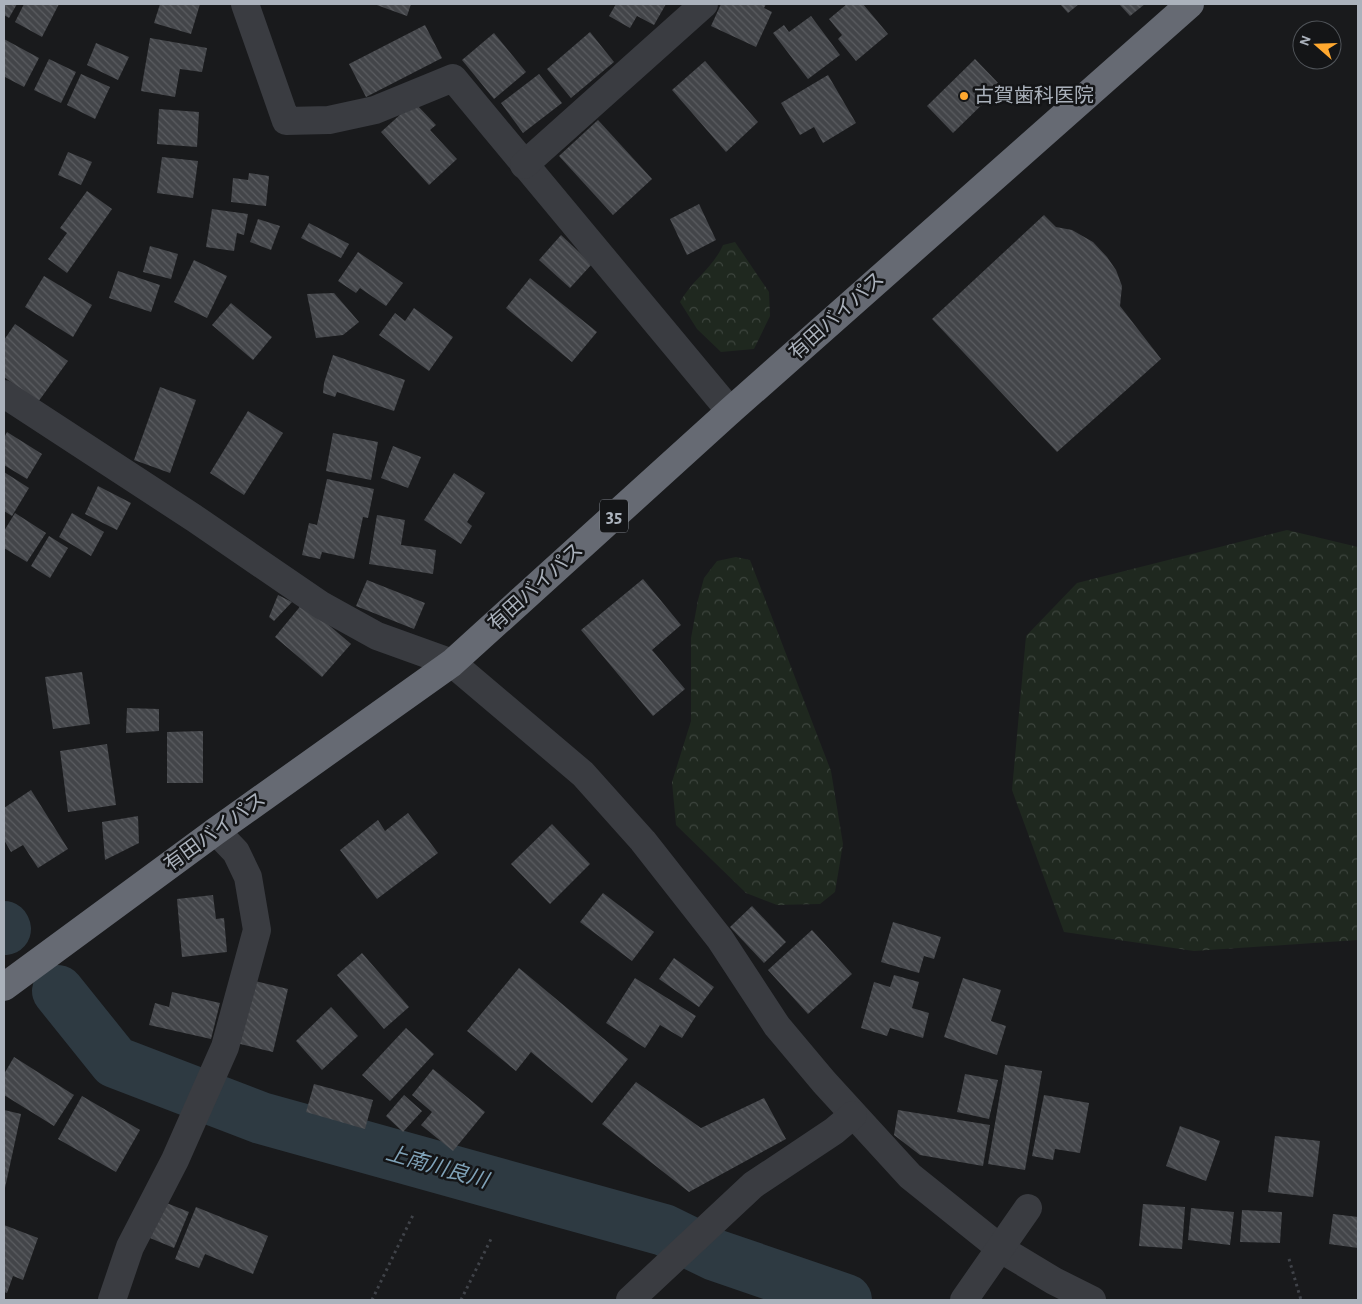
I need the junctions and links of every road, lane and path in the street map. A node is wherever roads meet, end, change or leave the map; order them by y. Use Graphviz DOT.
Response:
graph roads {
  1 [pos="244,4"];
  2 [pos="704,4"];
  3 [pos="1190,4"];
  4 [pos="524,165"];
  5 [pos="4,394"];
  6 [pos="730,411"];
  7 [pos="452,663"];
  8 [pos="216,831"];
  9 [pos="4,987"];
  10 [pos="853,1115"];
  11 [pos="1028,1208"];
  12 [pos="413,1216"];
  13 [pos="492,1236"];
  14 [pos="1001,1249"];
  15 [pos="1289,1259"];
  16 [pos="638,1292"];
  17 [pos="112,1300"];
  18 [pos="372,1300"];
  19 [pos="461,1300"];
  20 [pos="964,1300"];
  21 [pos="1092,1300"];
  22 [pos="1301,1300"];
  1 -- 4 [label="street"];
  2 -- 4 [label="street"];
  3 -- 6 [label="highway, 有田バイパス / 35"];
  4 -- 6 [label="street"];
  5 -- 7 [label="street"];
  6 -- 7 [label="highway, 有田バイパス / 35"];
  7 -- 8 [label="highway, 有田バイパス / 35"];
  7 -- 10 [label="street"];
  8 -- 9 [label="highway, 有田バイパス / 35"];
  8 -- 17 [label="street"];
  10 -- 14 [label="street"];
  10 -- 16 [label="street"];
  11 -- 14 [label="street"];
  12 -- 18 [label="path"];
  13 -- 19 [label="path"];
  14 -- 20 [label="street"];
  14 -- 21 [label="street"];
  15 -- 22 [label="path"];
}
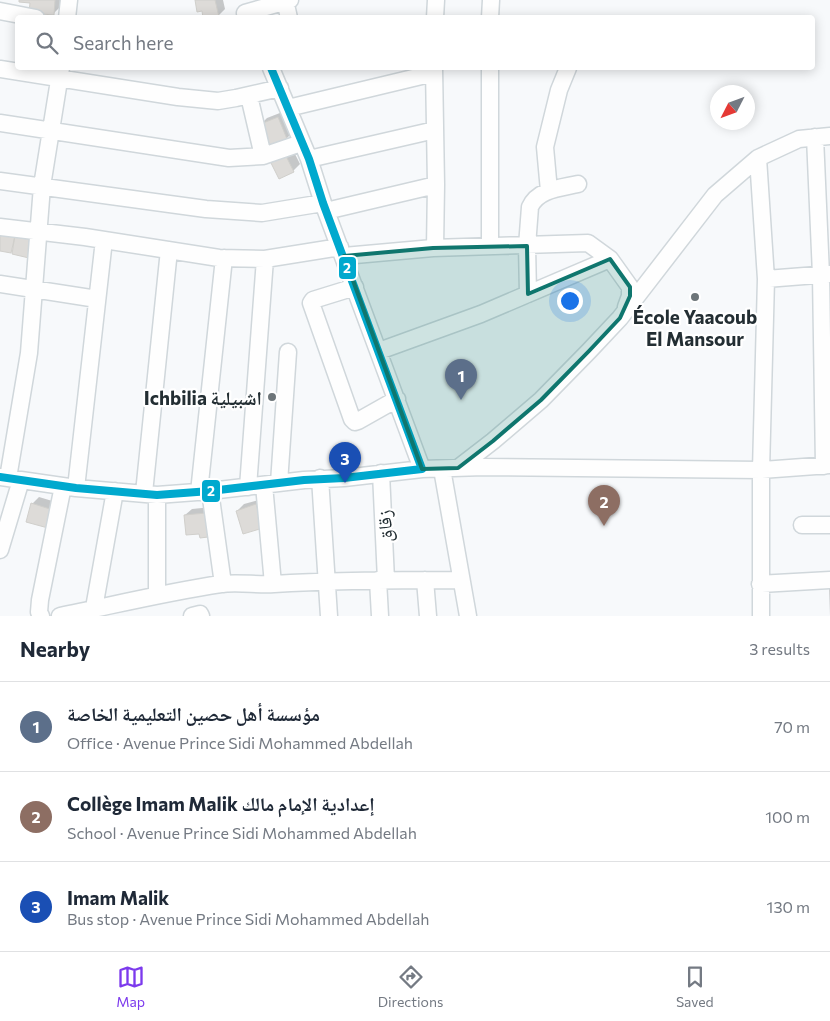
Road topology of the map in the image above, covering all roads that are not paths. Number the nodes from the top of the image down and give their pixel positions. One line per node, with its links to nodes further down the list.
1 (69, 0): 8 (street)
2 (287, 0): 5 (street); 9 (street)
3 (436, 0): 10 (street)
4 (490, 0): 11 (street)
5 (244, 10)
6 (0, 11): 7 (street)
7 (21, 15)
8 (67, 15)
9 (289, 15)
10 (435, 15)
11 (490, 15)
12 (0, 69): 17 (street)
13 (272, 70): 18 (street)
14 (434, 70): 20 (street); 23 (street)
15 (490, 70): 38 (street)
16 (567, 70): 33 (street)
17 (60, 73): 19 (street); 22 (street)
18 (280, 88): 19 (street); 20 (street)
19 (249, 96): 26 (street)
20 (288, 108): 25 (street)
21 (0, 123): 22 (street)
22 (51, 130): 26 (street); 31 (street)
23 (435, 130): 28 (street); 32 (street)
24 (823, 136): 27 (street); 46 (street)
25 (301, 143): 26 (street); 28 (street)
26 (263, 156)
27 (758, 158): 47 (street); 53 (street)
28 (309, 159): 34 (street)
29 (0, 181): 31 (street)
30 (578, 184): 33 (street)
31 (42, 186): 34 (street); 36 (street)
32 (436, 186): 34 (street); 40 (street)
33 (549, 191): 39 (street)
34 (325, 207): 42 (street)
35 (0, 227): 36 (street)
36 (39, 232): 37 (street); 50 (street)
37 (104, 240): 41 (street); 52 (street)
38 (490, 246): 39 (street); 40 (street)
39 (527, 246): 45 (street); 51 (street)
40 (435, 248): 42 (street)
41 (169, 250): 43 (street); 68 (street)
42 (342, 252): 44 (street); 49 (street)
43 (224, 258): 44 (street); 67 (street)
44 (264, 259): 64 (street)
45 (610, 259): 51 (street); 53 (street)
46 (826, 274): 47 (street); 57 (street)
47 (766, 279): 60 (street)
48 (0, 284): 50 (street)
49 (355, 287): 54 (street); 56 (street)
50 (35, 290): 52 (street); 62 (street)
51 (528, 294): 54 (street)
52 (97, 299): 65 (street)
53 (620, 318): 58 (street)
54 (379, 351): 56 (street)
55 (288, 352): 64 (street)
56 (397, 399): 59 (street)
57 (827, 466): 60 (street)
58 (450, 468): 59 (street); 60 (street); 75 (street)
59 (422, 469): 61 (street)
60 (761, 470): 79 (street)
61 (381, 473): 63 (street); 73 (street, زقاق)
62 (10, 478): 65 (street); 71 (street)
63 (320, 478): 64 (street); 72 (street)
64 (263, 485): 67 (street); 78 (street)
65 (70, 487): 66 (street); 82 (street)
66 (114, 491): 68 (street); 81 (street)
67 (204, 492): 68 (street); 77 (street)
68 (151, 494): 80 (street)
69 (802, 525): 70 (street)
70 (830, 525)
71 (0, 550)
72 (327, 580): 73 (street); 78 (street); 86 (street)
73 (382, 580): 74 (street); 87 (street, زقاق)
74 (425, 580): 75 (street); 88 (street)
75 (462, 580): 89 (street)
76 (830, 580): 79 (street)
77 (223, 584): 78 (street); 80 (street)
78 (274, 584)
79 (760, 584): 90 (street)
80 (157, 595): 81 (street)
81 (94, 608): 83 (street)
82 (41, 616)
83 (60, 616)
84 (192, 616): 85 (street)
85 (200, 616)
86 (329, 616)
87 (380, 616)
88 (428, 616)
89 (468, 616)
90 (761, 616)

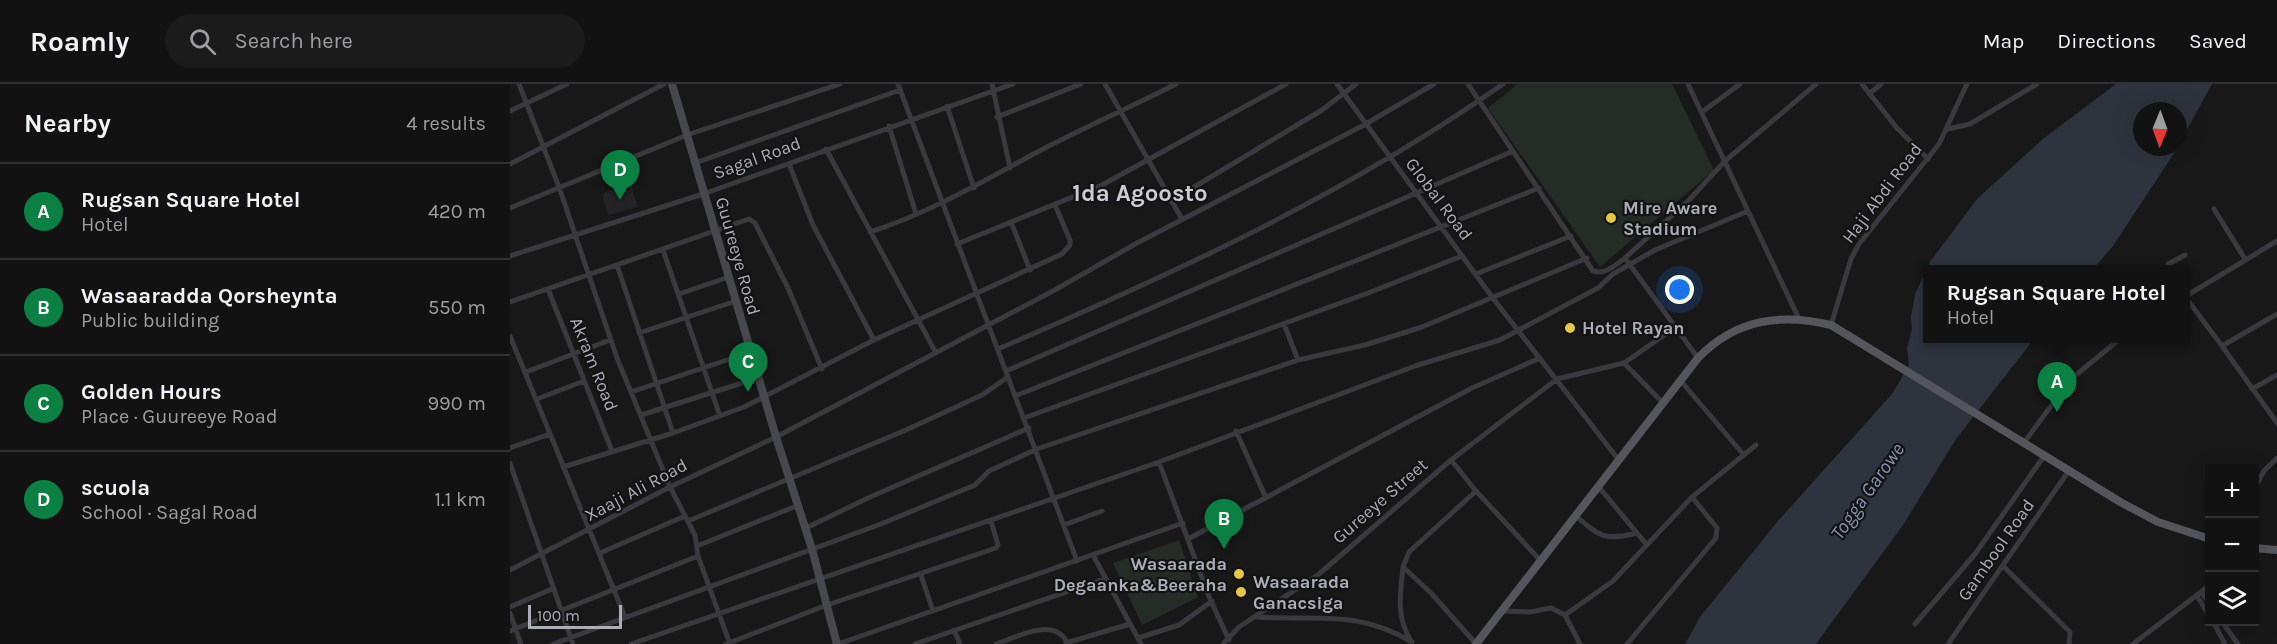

+ + + +

### Assigned task
Give the listing again word for word. Skip every image.

### Expected answer
I need the junctions and links of every road, lane and path in the street map. A node is wherever roads meet, end, change or leave the map; order them by y. Use Graphviz DOT.
Response:
graph roads {
  1 [pos="244,4"];
  2 [pos="704,4"];
  3 [pos="1190,4"];
  4 [pos="524,165"];
  5 [pos="4,394"];
  6 [pos="730,411"];
  7 [pos="452,663"];
  8 [pos="216,831"];
  9 [pos="4,987"];
  10 [pos="853,1115"];
  11 [pos="1028,1208"];
  12 [pos="413,1216"];
  13 [pos="492,1236"];
  14 [pos="1001,1249"];
  15 [pos="1289,1259"];
  16 [pos="638,1292"];
  17 [pos="112,1300"];
  18 [pos="372,1300"];
  19 [pos="461,1300"];
  20 [pos="964,1300"];
  21 [pos="1092,1300"];
  22 [pos="1301,1300"];
  1 -- 4 [label="street"];
  2 -- 4 [label="street"];
  3 -- 6 [label="highway, 有田バイパス / 35"];
  4 -- 6 [label="street"];
  5 -- 7 [label="street"];
  6 -- 7 [label="highway, 有田バイパス / 35"];
  7 -- 8 [label="highway, 有田バイパス / 35"];
  7 -- 10 [label="street"];
  8 -- 9 [label="highway, 有田バイパス / 35"];
  8 -- 17 [label="street"];
  10 -- 14 [label="street"];
  10 -- 16 [label="street"];
  11 -- 14 [label="street"];
  12 -- 18 [label="path"];
  13 -- 19 [label="path"];
  14 -- 20 [label="street"];
  14 -- 21 [label="street"];
  15 -- 22 [label="path"];
}
Road topology of the map in the image above, covering all roads that are not paths. Number the nodes from the top of the image down and give their pixel positions. One line per node, with its links to nodes further down the list.
1 (69, 0): 8 (street)
2 (287, 0): 5 (street); 9 (street)
3 (436, 0): 10 (street)
4 (490, 0): 11 (street)
5 (244, 10)
6 (0, 11): 7 (street)
7 (21, 15)
8 (67, 15)
9 (289, 15)
10 (435, 15)
11 (490, 15)
12 (0, 69): 17 (street)
13 (272, 70): 18 (street)
14 (434, 70): 20 (street); 23 (street)
15 (490, 70): 38 (street)
16 (567, 70): 33 (street)
17 (60, 73): 19 (street); 22 (street)
18 (280, 88): 19 (street); 20 (street)
19 (249, 96): 26 (street)
20 (288, 108): 25 (street)
21 (0, 123): 22 (street)
22 (51, 130): 26 (street); 31 (street)
23 (435, 130): 28 (street); 32 (street)
24 (823, 136): 27 (street); 46 (street)
25 (301, 143): 26 (street); 28 (street)
26 (263, 156)
27 (758, 158): 47 (street); 53 (street)
28 (309, 159): 34 (street)
29 (0, 181): 31 (street)
30 (578, 184): 33 (street)
31 (42, 186): 34 (street); 36 (street)
32 (436, 186): 34 (street); 40 (street)
33 (549, 191): 39 (street)
34 (325, 207): 42 (street)
35 (0, 227): 36 (street)
36 (39, 232): 37 (street); 50 (street)
37 (104, 240): 41 (street); 52 (street)
38 (490, 246): 39 (street); 40 (street)
39 (527, 246): 45 (street); 51 (street)
40 (435, 248): 42 (street)
41 (169, 250): 43 (street); 68 (street)
42 (342, 252): 44 (street); 49 (street)
43 (224, 258): 44 (street); 67 (street)
44 (264, 259): 64 (street)
45 (610, 259): 51 (street); 53 (street)
46 (826, 274): 47 (street); 57 (street)
47 (766, 279): 60 (street)
48 (0, 284): 50 (street)
49 (355, 287): 54 (street); 56 (street)
50 (35, 290): 52 (street); 62 (street)
51 (528, 294): 54 (street)
52 (97, 299): 65 (street)
53 (620, 318): 58 (street)
54 (379, 351): 56 (street)
55 (288, 352): 64 (street)
56 (397, 399): 59 (street)
57 (827, 466): 60 (street)
58 (450, 468): 59 (street); 60 (street); 75 (street)
59 (422, 469): 61 (street)
60 (761, 470): 79 (street)
61 (381, 473): 63 (street); 73 (street, زقاق)
62 (10, 478): 65 (street); 71 (street)
63 (320, 478): 64 (street); 72 (street)
64 (263, 485): 67 (street); 78 (street)
65 (70, 487): 66 (street); 82 (street)
66 (114, 491): 68 (street); 81 (street)
67 (204, 492): 68 (street); 77 (street)
68 (151, 494): 80 (street)
69 (802, 525): 70 (street)
70 (830, 525)
71 (0, 550)
72 (327, 580): 73 (street); 78 (street); 86 (street)
73 (382, 580): 74 (street); 87 (street, زقاق)
74 (425, 580): 75 (street); 88 (street)
75 (462, 580): 89 (street)
76 (830, 580): 79 (street)
77 (223, 584): 78 (street); 80 (street)
78 (274, 584)
79 (760, 584): 90 (street)
80 (157, 595): 81 (street)
81 (94, 608): 83 (street)
82 (41, 616)
83 (60, 616)
84 (192, 616): 85 (street)
85 (200, 616)
86 (329, 616)
87 (380, 616)
88 (428, 616)
89 (468, 616)
90 (761, 616)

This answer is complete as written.